Les néerlandais parce que Paris et Londres font immédiatement savoir qu’il n’apporteront leur aide qu’en cas d’invasion avérée des allemands et les allemands parce qu’ils sont déjà bien occupés en Scandinavie.

Le 10 mai 1949, à l’aube alors que le temps est médiocre, des dizaines d’avions allemands, chasseurs, chasseurs-bombardiers et bombardiers fondent sur les aérodromes, les ports, les sites stratégiques néerlandais pour frapper un gros coup.

Cette fois contrairement au premier conflit mondial, Les Pays-Bas n’allaient pas échapper à la tornade d’un nouveau conflit majeur en Europe.

La Koninklijke Nederlandse Indische Leger

La situation de la KNIL est encore plus complexe que celle de la koninklijke Landmacht. Non seulement la menace est prégnante _le Japon ne fait pas mystère de sa volonté de s’emparer des ressources des Indes Néerlandaises_ mais en plus le territoire à défendre est tout simplement gigantesque.

Rappelons en effet que rapporter à l’Europe c’est comme si un état s’étendait de l’Irlande à la mer Caspienne !

Impossible donc de défendre toutes les îles. Les néerlandais vont se concentrer sur Borneo, Java et Sumatra notamment les puits de pétrole, les plantations de caoutchouc et les quelques rares usines (une timide industrialisation avait été lancée durant la Pax Armada) en laissant à l’aviation et à la marine le soit de couvrir dans la mesure du possible les autres territoires.

Une sorte de défense totale est mise en place, des groupes de civils s’arment pour défendre des iles isolées, d’autres se préparent à fuir dans la jungle pour échapper aux japonais et à leur atrocités (les exactions nippones en Chine sont dans toutes les mémoires).

La KNIL aligne donc au début des années quarante à la fois des engagés qu’ils soient européens (6000) ou indigènes comme on disait à l’époque (28000) et des conscrits qui étaient au nombre de 42000 en 1941 portant le total des effectifs 77000 hommes en comptant les 1000 officiers.

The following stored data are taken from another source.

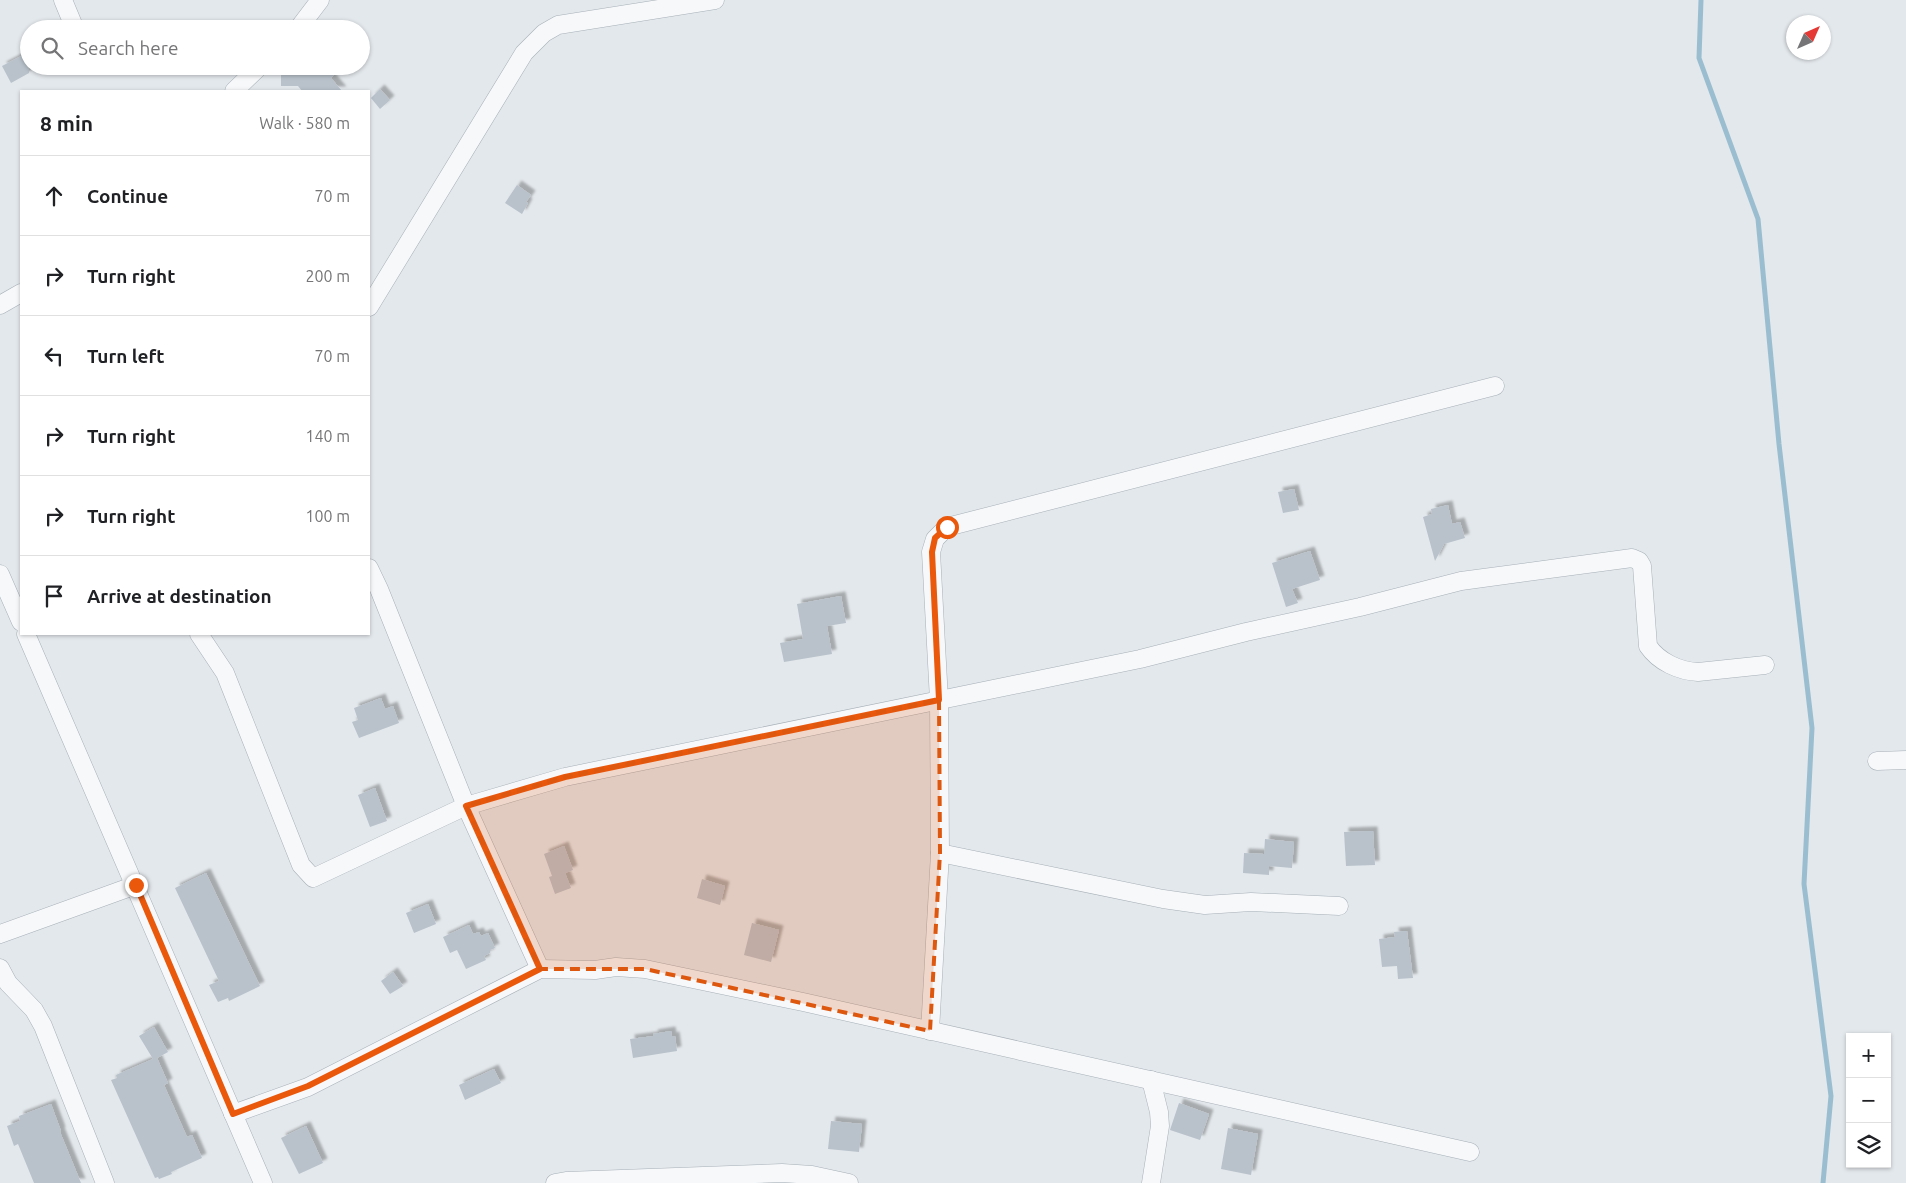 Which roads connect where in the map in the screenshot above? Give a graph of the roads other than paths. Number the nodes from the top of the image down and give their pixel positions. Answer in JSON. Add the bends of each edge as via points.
{"nodes":[{"id":1,"x":63,"y":0,"type":"edge"},
{"id":2,"x":320,"y":0,"type":"edge"},
{"id":3,"x":715,"y":0,"type":"edge"},
{"id":4,"x":71,"y":20,"type":"edge"},
{"id":5,"x":305,"y":20,"type":"edge"},
{"id":6,"x":251,"y":75,"type":"edge"},
{"id":7,"x":235,"y":90,"type":"edge"},
{"id":8,"x":20,"y":294,"type":"edge"},
{"id":9,"x":0,"y":305,"type":"edge"},
{"id":10,"x":370,"y":305,"type":"edge"},
{"id":11,"x":1495,"y":386,"type":"dead end"},
{"id":12,"x":370,"y":570,"type":"edge"},
{"id":13,"x":0,"y":574,"type":"edge"},
{"id":14,"x":20,"y":620,"type":"edge"},
{"id":15,"x":26,"y":635,"type":"edge"},
{"id":16,"x":199,"y":635,"type":"edge"},
{"id":17,"x":1765,"y":665,"type":"dead end"},
{"id":18,"x":939,"y":700,"type":"junction"},
{"id":19,"x":1906,"y":760,"type":"edge"},
{"id":20,"x":1877,"y":761,"type":"dead end"},
{"id":21,"x":466,"y":806,"type":"junction"},
{"id":22,"x":940,"y":853,"type":"junction"},
{"id":23,"x":136,"y":885,"type":"junction"},
{"id":24,"x":1339,"y":906,"type":"dead end"},
{"id":25,"x":0,"y":934,"type":"edge"},
{"id":26,"x":0,"y":968,"type":"edge"},
{"id":27,"x":540,"y":969,"type":"junction"},
{"id":28,"x":930,"y":1031,"type":"junction"},
{"id":29,"x":1151,"y":1080,"type":"junction"},
{"id":30,"x":233,"y":1114,"type":"junction"},
{"id":31,"x":1470,"y":1152,"type":"dead end"},
{"id":32,"x":745,"y":1178,"type":"edge"},
{"id":33,"x":105,"y":1183,"type":"edge"},
{"id":34,"x":263,"y":1183,"type":"edge"},
{"id":35,"x":555,"y":1183,"type":"edge"},
{"id":36,"x":849,"y":1183,"type":"edge"},
{"id":37,"x":1150,"y":1183,"type":"edge"}],
"edges":[{"from":1,"to":4,"type":"street"},
{"from":2,"to":5,"type":"street"},
{"from":3,"to":10,"type":"street","via":[[558,26],[544,33],[524,54]]},
{"from":6,"to":7,"type":"street"},
{"from":8,"to":9,"type":"street"},
{"from":11,"to":18,"type":"street","via":[[947,527],[935,538],[932,552]]},
{"from":12,"to":21,"type":"street"},
{"from":13,"to":14,"type":"street"},
{"from":15,"to":23,"type":"street"},
{"from":16,"to":21,"type":"street","via":[[225,673],[301,865],[313,878]]},
{"from":17,"to":18,"type":"street","via":[[1688,672],[1653,653],[1648,646],[1642,566],[1632,558],[1461,581],[1140,659]]},
{"from":18,"to":21,"type":"street","via":[[565,777]]},
{"from":18,"to":22,"type":"street"},
{"from":19,"to":20,"type":"street"},
{"from":21,"to":27,"type":"street"},
{"from":22,"to":24,"type":"street","via":[[1205,905],[1251,902]]},
{"from":22,"to":28,"type":"street"},
{"from":23,"to":25,"type":"street"},
{"from":23,"to":30,"type":"street"},
{"from":26,"to":33,"type":"street","via":[[43,1026]]},
{"from":27,"to":28,"type":"street","via":[[645,969]]},
{"from":27,"to":30,"type":"street","via":[[308,1086]]},
{"from":28,"to":29,"type":"street"},
{"from":29,"to":31,"type":"street"},
{"from":29,"to":37,"type":"street","via":[[1160,1126]]},
{"from":30,"to":34,"type":"street"},
{"from":32,"to":35,"type":"street"},
{"from":32,"to":36,"type":"street","via":[[782,1173]]}]}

On trouve également 6000 miliciens, un patchwork improbable de gardes locales, de gardes indigènes, de civils armés.

Renault R-40

Char léger modèle 1940R dit Renault R-40

Les effectifs vont peu augmenter en revanche l’armement est modernisé avec notamment l’arrivée de chars, quarante chars de combats sont envoyés aux Indes Néerlandaises, seize Renault R-40 et vingt-quatre gevechstank modèle 1944.

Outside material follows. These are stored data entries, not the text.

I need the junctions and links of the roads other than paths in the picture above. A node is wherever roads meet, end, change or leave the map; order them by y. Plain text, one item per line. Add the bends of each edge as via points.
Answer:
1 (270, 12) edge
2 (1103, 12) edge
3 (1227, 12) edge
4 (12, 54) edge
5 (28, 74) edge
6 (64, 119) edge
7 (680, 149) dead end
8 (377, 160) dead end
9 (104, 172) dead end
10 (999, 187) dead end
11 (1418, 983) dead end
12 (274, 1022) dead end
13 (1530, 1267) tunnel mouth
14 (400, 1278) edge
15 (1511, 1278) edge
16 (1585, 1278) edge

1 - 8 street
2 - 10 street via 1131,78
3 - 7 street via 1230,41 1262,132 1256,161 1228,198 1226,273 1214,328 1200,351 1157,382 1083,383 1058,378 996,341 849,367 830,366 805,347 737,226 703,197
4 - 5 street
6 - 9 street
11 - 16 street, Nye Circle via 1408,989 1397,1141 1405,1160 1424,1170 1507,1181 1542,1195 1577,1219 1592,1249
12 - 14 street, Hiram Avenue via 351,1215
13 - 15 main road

Ce dernier est le premier et le dernier char néerlandais de l’histoire. C’est une copie améliorée du Renault R-40 avec un moteur plus puissant, un blindage amélioré et surtout un canon de 47mm long d’origine néerlandaise en remplacement du canon de 37mm long des chars français (il était prévu d’uniformiser le calibre des canons de char mais cela ne put se faire à temps). De l’artillerie est également envoyée tout en sachant qu’il faudrait faire bien plus.

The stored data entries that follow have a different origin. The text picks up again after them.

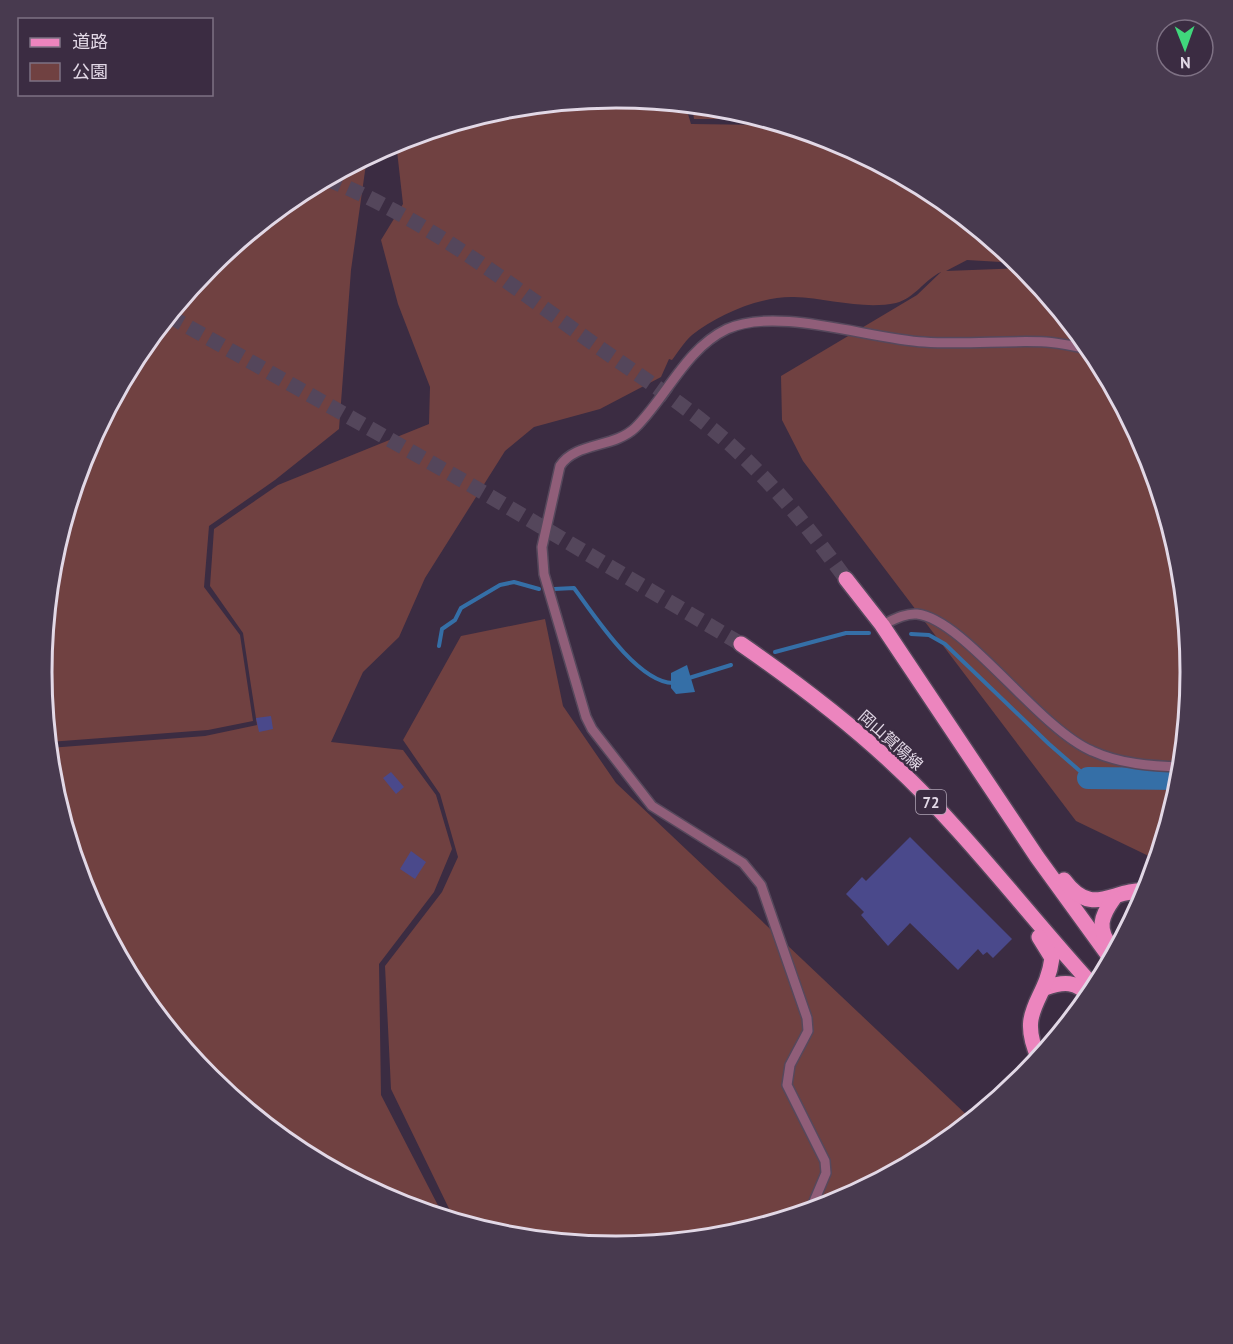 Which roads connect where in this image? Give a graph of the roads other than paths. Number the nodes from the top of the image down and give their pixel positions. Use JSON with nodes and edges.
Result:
{"nodes":[{"id":1,"x":1076,"y":347,"type":"edge"},
{"id":2,"x":846,"y":579,"type":"tunnel mouth"},
{"id":3,"x":882,"y":625,"type":"junction"},
{"id":4,"x":741,"y":644,"type":"tunnel mouth"},
{"id":5,"x":1173,"y":767,"type":"edge"},
{"id":6,"x":1021,"y":833,"type":"junction"},
{"id":7,"x":970,"y":844,"type":"junction"},
{"id":8,"x":1136,"y":892,"type":"edge"},
{"id":9,"x":1114,"y":898,"type":"junction"},
{"id":10,"x":1110,"y":944,"type":"edge"},
{"id":11,"x":1106,"y":951,"type":"edge"},
{"id":12,"x":1088,"y":981,"type":"edge"},
{"id":13,"x":1045,"y":988,"type":"junction"},
{"id":14,"x":1082,"y":989,"type":"edge"},
{"id":15,"x":1035,"y":1050,"type":"edge"},
{"id":16,"x":815,"y":1200,"type":"edge"}],
"edges":[{"from":1,"to":16,"type":"street"},
{"from":2,"to":3,"type":"main road"},
{"from":3,"to":5,"type":"street"},
{"from":3,"to":6,"type":"main road"},
{"from":4,"to":7,"type":"main road","name":"岡山賀陽線","number":"72"},
{"from":6,"to":9,"type":"main road"},
{"from":6,"to":11,"type":"main road"},
{"from":7,"to":12,"type":"main road","name":"岡山賀陽線","number":"72"},
{"from":7,"to":13,"type":"main road"},
{"from":8,"to":9,"type":"main road"},
{"from":9,"to":10,"type":"main road"},
{"from":13,"to":14,"type":"main road"},
{"from":13,"to":15,"type":"main road"}]}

Les unités sont totalement réorganisées pour faire non plus de la police coloniale mais s’opposer à une offensive de vive force menée par une armée bien équipée et bien entraînée.

C’est ainsi que la KNIL dispose au printemps 1950 de quatre divisions d’infanterie appelées Oost-Indische Division (Division des Indes Orientales), une division d’infanterie comparable aux divisions métropolitaines.

La 1. Oost-Indische Division est déployé à Sumatra pour couvrir notamment la capitale Batavia, les 2. et 3. Oost-Indische Division sont déployées à Borneo et la 4. Oost-Indische Division est à Java.

A ces quatre divisions s’ajoute trois compagnies indépendantes de chars, la 1ère compagnie est déployée à Batavia, le 2ème compagnie à Borneo et la 3ème à Sumatra dans la région d’Aceh. Des autos blindées sont également présentes ainsi que des camions protégés, des camions de livraison réquisitionnés recevant une cuirasse pour permettre le transport de troupes sous protection.

On trouve des unités indépendantes du type compagnie ou bataillon dispersées sur les ilôts moins pour des motifs militaires que politiques (faire respecter la souveraineté néerlandaise). Ces unités sont moins entraînées et moins bien équipées que les Oost-Indische Division.

Au combat le meilleur cohabitera avec le pire, des unités indépendantes se battront jusqu’à la mort tandis que d’autres se volatiliseront à la seule vue de quelques soldats nippons, d’avions japonais ou de navires de la Nihon Kaigun.